» **Problem to work on**
Find each line below where the word "dead" occurs, and copy it.

(Dataset entries)
┄┄┄┄┄┄┄┄┄┄┄┄┄┄┄┄┄┄┄┄
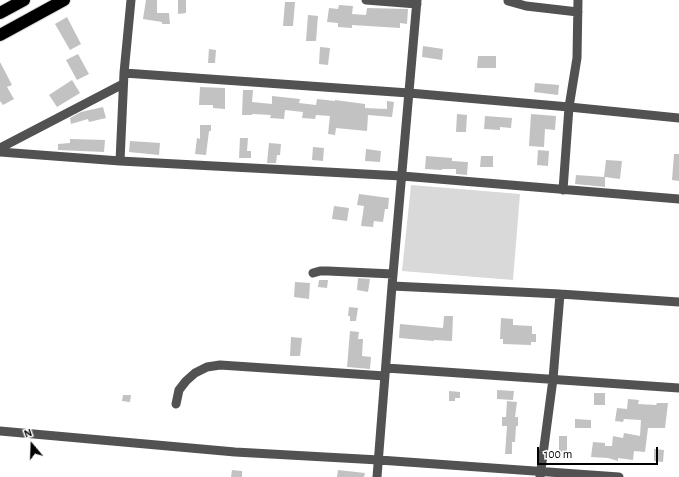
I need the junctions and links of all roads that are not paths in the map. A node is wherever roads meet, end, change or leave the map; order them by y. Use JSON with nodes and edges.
{"nodes":[{"id":1,"x":24,"y":0,"type":"edge"},
{"id":2,"x":64,"y":0,"type":"edge"},
{"id":3,"x":131,"y":0,"type":"edge"},
{"id":4,"x":366,"y":0,"type":"edge"},
{"id":5,"x":578,"y":0,"type":"edge"},
{"id":6,"x":508,"y":1,"type":"edge"},
{"id":7,"x":417,"y":2,"type":"edge"},
{"id":8,"x":578,"y":12,"type":"junction"},
{"id":9,"x":0,"y":14,"type":"edge"},
{"id":10,"x":0,"y":35,"type":"edge"},
{"id":11,"x":124,"y":73,"type":"junction"},
{"id":12,"x":123,"y":84,"type":"junction"},
{"id":13,"x":409,"y":94,"type":"junction"},
{"id":14,"x":569,"y":107,"type":"junction"},
{"id":15,"x":679,"y":118,"type":"edge"},
{"id":16,"x":0,"y":148,"type":"edge"},
{"id":17,"x":0,"y":152,"type":"edge"},
{"id":18,"x":120,"y":161,"type":"junction"},
{"id":19,"x":402,"y":176,"type":"junction"},
{"id":20,"x":563,"y":190,"type":"junction"},
{"id":21,"x":679,"y":199,"type":"edge"},
{"id":22,"x":313,"y":273,"type":"dead end"},
{"id":23,"x":393,"y":274,"type":"junction"},
{"id":24,"x":392,"y":286,"type":"junction"},
{"id":25,"x":560,"y":294,"type":"junction"},
{"id":26,"x":679,"y":302,"type":"edge"},
{"id":27,"x":386,"y":372,"type":"junction"},
{"id":28,"x":553,"y":379,"type":"junction"},
{"id":29,"x":679,"y":388,"type":"edge"},
{"id":30,"x":176,"y":404,"type":"dead end"},
{"id":31,"x":0,"y":431,"type":"edge"},
{"id":32,"x":379,"y":460,"type":"junction"},
{"id":33,"x":540,"y":474,"type":"edge"},
{"id":34,"x":378,"y":477,"type":"edge"},
{"id":35,"x":619,"y":477,"type":"edge"}],
"edges":[{"from":1,"to":9,"type":"highway"},
{"from":2,"to":10,"type":"highway"},
{"from":3,"to":11,"type":"street"},
{"from":4,"to":7,"type":"street"},
{"from":5,"to":8,"type":"street"},
{"from":6,"to":8,"type":"street"},
{"from":7,"to":13,"type":"street"},
{"from":8,"to":14,"type":"street"},
{"from":11,"to":12,"type":"street"},
{"from":11,"to":13,"type":"street"},
{"from":12,"to":16,"type":"street"},
{"from":12,"to":18,"type":"street"},
{"from":13,"to":14,"type":"street"},
{"from":13,"to":19,"type":"street"},
{"from":14,"to":15,"type":"street"},
{"from":14,"to":20,"type":"street"},
{"from":17,"to":18,"type":"street"},
{"from":18,"to":19,"type":"street"},
{"from":19,"to":20,"type":"street"},
{"from":19,"to":23,"type":"street"},
{"from":20,"to":21,"type":"street"},
{"from":22,"to":23,"type":"street"},
{"from":23,"to":24,"type":"street"},
{"from":24,"to":25,"type":"street"},
{"from":24,"to":27,"type":"street"},
{"from":25,"to":26,"type":"street"},
{"from":25,"to":28,"type":"street"},
{"from":27,"to":28,"type":"street"},
{"from":27,"to":30,"type":"street"},
{"from":27,"to":32,"type":"street"},
{"from":28,"to":29,"type":"street"},
{"from":28,"to":33,"type":"street"},
{"from":31,"to":32,"type":"street"},
{"from":32,"to":33,"type":"street"},
{"from":32,"to":34,"type":"street"},
{"from":33,"to":35,"type":"street"}]}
┄┄┄┄┄┄┄┄┄┄┄┄┄┄┄┄┄┄┄┄
» **Task response**
{"id":22,"x":313,"y":273,"type":"dead end"},
{"id":30,"x":176,"y":404,"type":"dead end"},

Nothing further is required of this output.